Payments without the use of cash in the US are estimated to grow by 4.7 per cent to 184.4bn transactions in 2020, while emerging Asian markets are set to jump by 30 per cent to 208.7bn next year, according to a report by consultant Capgemini. It added that large credit transfer volumes in India, as well as the government’s promotion of open banking systems, will also spur cashless payments in the region.
The study blamed a “reluctance” by US retailers to invest in new technology as well as “inertia” from regulators.
However, the “widespread adoption” of digital wallets, mobile payments, open banking and retail platforms from America’s Amazon, Sweden’s Klarna to South Korea’s Samsung Pay is fuelling payments without cash around the world, the report said.
The top five cashless societies in 2017 (the most recent global figures available) were: the US which rose 5 per cent to 147.3bn transactions, Europe up 7 per cent to 80.4bn, China up 34.6 per cent to 64.9bn, Brazil up 7.3 per cent to 31bn and the UK also up 7.3 per cent to 29.5bn.

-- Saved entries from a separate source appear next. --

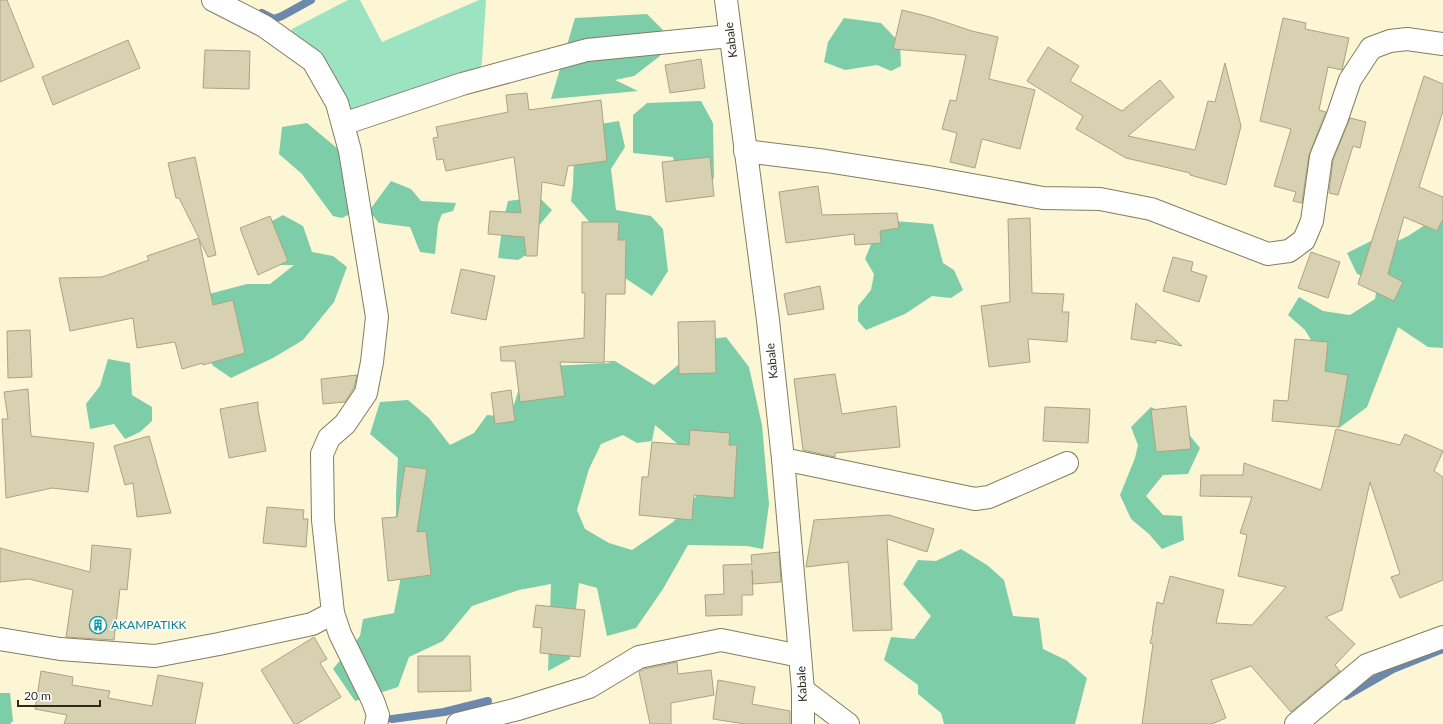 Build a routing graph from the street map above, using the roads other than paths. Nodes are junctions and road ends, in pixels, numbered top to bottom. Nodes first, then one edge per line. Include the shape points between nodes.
1 (213, 0) edge
2 (726, 0) edge
3 (730, 36) junction
4 (1443, 44) edge
5 (343, 124) junction
6 (745, 151) junction
7 (783, 459) junction
8 (1067, 463) dead end
9 (333, 614) junction
10 (1443, 637) edge
11 (0, 639) edge
12 (800, 656) junction
13 (803, 690) junction
14 (376, 724) edge
15 (458, 724) edge
16 (803, 724) edge
17 (848, 724) edge
18 (1296, 724) edge

1 - 5 street via 264,26 313,61 337,103
2 - 3 street, Kabale
3 - 5 street via 587,50 462,84
3 - 6 street, Kabale
4 - 6 street via 1407,39 1390,41 1371,48 1350,80 1321,157 1312,222 1304,240 1289,251 1268,254 1151,209 1100,199 1043,198 826,161
5 - 9 street via 350,151 377,317 366,393 345,424 329,438 322,454 323,520
6 - 7 street, Kabale via 768,320
7 - 8 street via 975,499 989,497
7 - 12 street, Kabale
9 - 11 street via 312,624 155,656 60,649
9 - 14 street via 373,701 378,715
10 - 18 street via 1367,665
12 - 13 street, Kabale
12 - 15 street via 721,640 639,657 589,687
13 - 16 street, Kabale
13 - 17 street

India joined the world’s top ten cashless societies for the first time, at number ten, jumping 38.5 per cent to 12.6bn transactions.
But cash is far from dead, even in the most mature societies. The survey points out that over the last decade in 40 of the 42 most developed nations cash in circulation outpaced economic growth, adding that this “growing trend became especially noticeable in advanced economies at the start of the 2008 global financial crisis and is likely driven by store-of-value motives rather than payment needs.”
In Europe, cash accounts for 79 per cent of all point of sale transactions in volume and 54 per cent in value, where it is particularly useful for small shop purchases such as groceries.